* **What is being asked**
Could you show each line of the records that contains the word "icon"?

* **Data excerpts**
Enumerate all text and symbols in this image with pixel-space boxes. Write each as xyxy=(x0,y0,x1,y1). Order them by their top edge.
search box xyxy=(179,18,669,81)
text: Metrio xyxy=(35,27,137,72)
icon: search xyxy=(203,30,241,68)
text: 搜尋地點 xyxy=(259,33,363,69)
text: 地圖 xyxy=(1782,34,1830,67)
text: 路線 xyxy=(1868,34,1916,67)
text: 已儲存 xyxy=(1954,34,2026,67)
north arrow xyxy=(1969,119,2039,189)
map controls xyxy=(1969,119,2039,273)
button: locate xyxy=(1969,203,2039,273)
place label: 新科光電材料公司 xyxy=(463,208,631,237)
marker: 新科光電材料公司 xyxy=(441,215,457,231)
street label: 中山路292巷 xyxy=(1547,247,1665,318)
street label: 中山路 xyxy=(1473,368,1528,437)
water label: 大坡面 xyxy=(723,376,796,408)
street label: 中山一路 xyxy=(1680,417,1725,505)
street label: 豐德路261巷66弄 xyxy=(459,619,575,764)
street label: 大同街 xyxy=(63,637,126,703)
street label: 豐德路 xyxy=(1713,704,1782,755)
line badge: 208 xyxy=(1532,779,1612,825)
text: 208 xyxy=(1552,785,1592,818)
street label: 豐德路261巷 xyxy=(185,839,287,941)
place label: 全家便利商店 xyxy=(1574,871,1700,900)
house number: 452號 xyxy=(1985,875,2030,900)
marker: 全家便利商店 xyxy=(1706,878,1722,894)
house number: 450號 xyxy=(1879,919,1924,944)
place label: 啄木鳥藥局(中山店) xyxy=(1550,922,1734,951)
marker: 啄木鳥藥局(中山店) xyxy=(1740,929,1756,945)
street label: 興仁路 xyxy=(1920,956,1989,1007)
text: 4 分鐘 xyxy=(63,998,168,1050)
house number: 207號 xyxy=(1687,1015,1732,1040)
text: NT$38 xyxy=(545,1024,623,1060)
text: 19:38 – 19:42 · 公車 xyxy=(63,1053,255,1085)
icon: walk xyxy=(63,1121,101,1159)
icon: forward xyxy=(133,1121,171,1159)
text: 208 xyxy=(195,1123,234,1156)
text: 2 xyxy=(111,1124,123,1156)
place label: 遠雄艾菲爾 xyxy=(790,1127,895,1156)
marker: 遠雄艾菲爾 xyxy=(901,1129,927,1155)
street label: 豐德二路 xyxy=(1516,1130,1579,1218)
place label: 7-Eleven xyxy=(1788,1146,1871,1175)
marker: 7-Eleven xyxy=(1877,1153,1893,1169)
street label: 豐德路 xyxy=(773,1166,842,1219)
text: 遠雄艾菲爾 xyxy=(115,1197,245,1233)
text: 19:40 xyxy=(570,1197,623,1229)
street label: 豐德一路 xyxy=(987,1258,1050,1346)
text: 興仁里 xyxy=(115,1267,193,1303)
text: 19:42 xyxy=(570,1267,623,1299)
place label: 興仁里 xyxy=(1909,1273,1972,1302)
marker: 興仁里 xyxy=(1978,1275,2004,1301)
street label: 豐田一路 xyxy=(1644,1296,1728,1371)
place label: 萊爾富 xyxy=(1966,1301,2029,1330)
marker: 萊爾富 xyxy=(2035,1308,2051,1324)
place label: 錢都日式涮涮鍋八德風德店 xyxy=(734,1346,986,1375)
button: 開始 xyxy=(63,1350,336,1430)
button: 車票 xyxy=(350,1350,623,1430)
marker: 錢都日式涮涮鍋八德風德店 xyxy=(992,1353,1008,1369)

* **Answer below**
icon: search xyxy=(203,30,241,68)
icon: walk xyxy=(63,1121,101,1159)
icon: forward xyxy=(133,1121,171,1159)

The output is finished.